Some thoughts/questions:

  • What does the key distribution look like? If lumpy, perhaps a repartition would help? Looking at the Spark UI might give some insight into the bottleneck.
  • Bumping up spark.sql.autoBroadcastJoinThreshold to 300M might help ensure that the map-side join (broadcast join) happens. Check here though because it notes "...that currently statistics are only supported for Hive Metastore tables where the command ANALYZE TABLE <tableName> COMPUTE STATISTICS noscan has been run."

Other answers:

  1. Right now I'm running Spark 1.6.0. Would moving to Spark 2.0 DataSet (or even DataFrames) be much better?
    1. Doubt it. There's probably opportunities to tune with what you have that would be needed nonetheless in 2.0.
  2. What if I used RDDs instead? I know that reduceByKey is better than groupByKey, and DataFrames don't have that method.
    1. If you want to post more of your code, we can comment on that. Hard to tell if the RDD API's more granular control would help you without the bigger picture.
  3. I think I can do a broadcast join and have set a threshold. Do I need to set it above my second DataFrame size?
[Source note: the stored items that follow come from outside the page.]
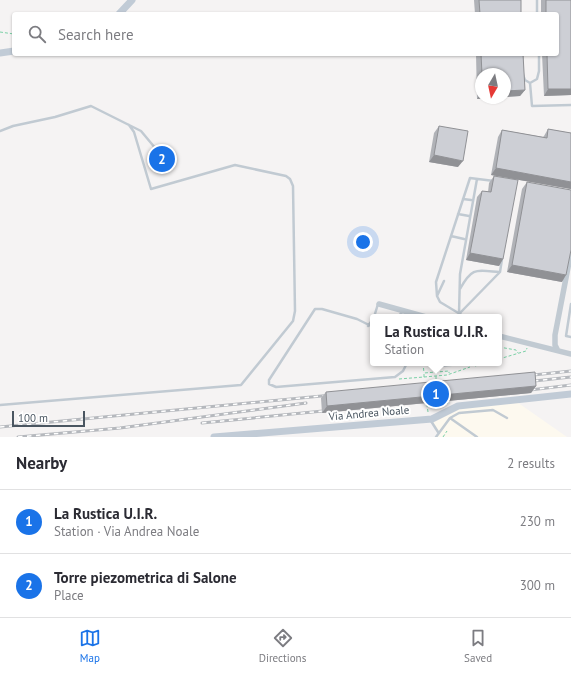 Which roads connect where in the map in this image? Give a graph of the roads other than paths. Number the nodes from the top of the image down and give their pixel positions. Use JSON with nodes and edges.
{"nodes":[{"id":1,"x":132,"y":0,"type":"edge"},
{"id":2,"x":537,"y":0,"type":"edge"},
{"id":3,"x":121,"y":12,"type":"edge"},
{"id":4,"x":538,"y":12,"type":"edge"},
{"id":5,"x":12,"y":51,"type":"edge"},
{"id":6,"x":0,"y":53,"type":"edge"},
{"id":7,"x":539,"y":56,"type":"edge"},
{"id":8,"x":523,"y":68,"type":"edge"},
{"id":9,"x":530,"y":83,"type":"junction"},
{"id":10,"x":571,"y":105,"type":"edge"},
{"id":11,"x":129,"y":125,"type":"junction"},
{"id":12,"x":0,"y":131,"type":"edge"},
{"id":13,"x":156,"y":150,"type":"dead end"},
{"id":14,"x":477,"y":179,"type":"junction"},
{"id":15,"x":496,"y":182,"type":"edge"},
{"id":16,"x":463,"y":199,"type":"junction"},
{"id":17,"x":471,"y":200,"type":"dead end"},
{"id":18,"x":458,"y":214,"type":"junction"},
{"id":19,"x":468,"y":216,"type":"dead end"},
{"id":20,"x":451,"y":236,"type":"junction"},
{"id":21,"x":464,"y":239,"type":"dead end"},
{"id":22,"x":571,"y":252,"type":"edge"},
{"id":23,"x":503,"y":256,"type":"edge"},
{"id":24,"x":570,"y":268,"type":"edge"},
{"id":25,"x":500,"y":272,"type":"junction"},
{"id":26,"x":444,"y":281,"type":"dead end"},
{"id":27,"x":460,"y":290,"type":"junction"},
{"id":28,"x":437,"y":296,"type":"junction"},
{"id":29,"x":378,"y":304,"type":"joint"},
{"id":30,"x":571,"y":304,"type":"edge"},
{"id":31,"x":403,"y":311,"type":"junction"},
{"id":32,"x":570,"y":311,"type":"edge"},
{"id":33,"x":374,"y":314,"type":"edge"},
{"id":34,"x":400,"y":314,"type":"edge"},
{"id":35,"x":414,"y":314,"type":"edge"},
{"id":36,"x":459,"y":314,"type":"junction"},
{"id":37,"x":570,"y":321,"type":"edge"},
{"id":38,"x":370,"y":323,"type":"edge"},
{"id":39,"x":368,"y":326,"type":"joint"},
{"id":40,"x":502,"y":337,"type":"edge"},
{"id":41,"x":571,"y":337,"type":"edge"},
{"id":42,"x":557,"y":349,"type":"junction"},
{"id":43,"x":571,"y":354,"type":"edge"},
{"id":44,"x":405,"y":366,"type":"edge"},
{"id":45,"x":571,"y":394,"type":"edge"},
{"id":46,"x":0,"y":405,"type":"edge"},
{"id":47,"x":450,"y":418,"type":"junction"},
{"id":48,"x":507,"y":418,"type":"dead end"},
{"id":49,"x":429,"y":419,"type":"junction"},
{"id":50,"x":438,"y":432,"type":"junction"},
{"id":51,"x":239,"y":436,"type":"edge"},
{"id":52,"x":214,"y":437,"type":"edge"},
{"id":53,"x":436,"y":437,"type":"edge"},
{"id":54,"x":477,"y":437,"type":"edge"}],
"edges":[{"from":1,"to":3,"type":"street"},
{"from":2,"to":4,"type":"lane"},
{"from":5,"to":6,"type":"street"},
{"from":7,"to":9,"type":"lane"},
{"from":8,"to":9,"type":"lane"},
{"from":9,"to":10,"type":"lane"},
{"from":11,"to":12,"type":"lane"},
{"from":11,"to":13,"type":"lane"},
{"from":11,"to":46,"type":"lane"},
{"from":14,"to":15,"type":"lane"},
{"from":14,"to":16,"type":"lane"},
{"from":14,"to":27,"type":"lane"},
{"from":16,"to":17,"type":"lane"},
{"from":16,"to":18,"type":"lane"},
{"from":18,"to":19,"type":"lane"},
{"from":18,"to":20,"type":"lane"},
{"from":20,"to":21,"type":"lane"},
{"from":20,"to":28,"type":"lane"},
{"from":22,"to":24,"type":"street"},
{"from":23,"to":25,"type":"lane"},
{"from":24,"to":42,"type":"street"},
{"from":25,"to":27,"type":"lane"},
{"from":25,"to":36,"type":"lane"},
{"from":26,"to":28,"type":"lane"},
{"from":27,"to":36,"type":"lane"},
{"from":28,"to":36,"type":"lane"},
{"from":29,"to":31,"type":"street"},
{"from":29,"to":33,"type":"lane"},
{"from":30,"to":32,"type":"lane"},
{"from":31,"to":34,"type":"lane"},
{"from":31,"to":35,"type":"street"},
{"from":32,"to":37,"type":"lane"},
{"from":37,"to":41,"type":"lane"},
{"from":38,"to":39,"type":"lane"},
{"from":39,"to":44,"type":"lane"},
{"from":40,"to":42,"type":"street"},
{"from":42,"to":43,"type":"street"},
{"from":45,"to":49,"type":"street","name":"Via Andrea Noale"},
{"from":47,"to":48,"type":"lane"},
{"from":47,"to":50,"type":"lane"},
{"from":47,"to":54,"type":"lane"},
{"from":49,"to":50,"type":"lane"},
{"from":49,"to":51,"type":"street","name":"Via Andrea Noale"},
{"from":50,"to":53,"type":"lane"},
{"from":51,"to":52,"type":"street","name":"Via Andrea Noale"}]}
Do I need to explicitly call broadcast(df2)?
    1. Yes, the threshold matters and should be above the data size. Think of this like a map-side join. No, you should not need to call broadcast explicitly. However, if you did you cannot broadcast the dataframe itself. It would have to be a collection loaded up in the driver. Check here for info on broadcast variables: https://spark.apache.org/docs/0.8.1/scala-programming-guide.html#broadcast-variables
  4. What's the point of driver memory?
    1. When performing something like "collect" it will bring results back to the driver. If you're collecting a lot of results, you'll need to worry about that driver-memory setting.
  5. Can anyone point out something wrong with my tuning numbers, or any additional parameters worth checking out?
    1. Looks good, but we could give more assistance if we have the full code. Also, look at the Spark UI and walk the DAG to see where the bottleneck is.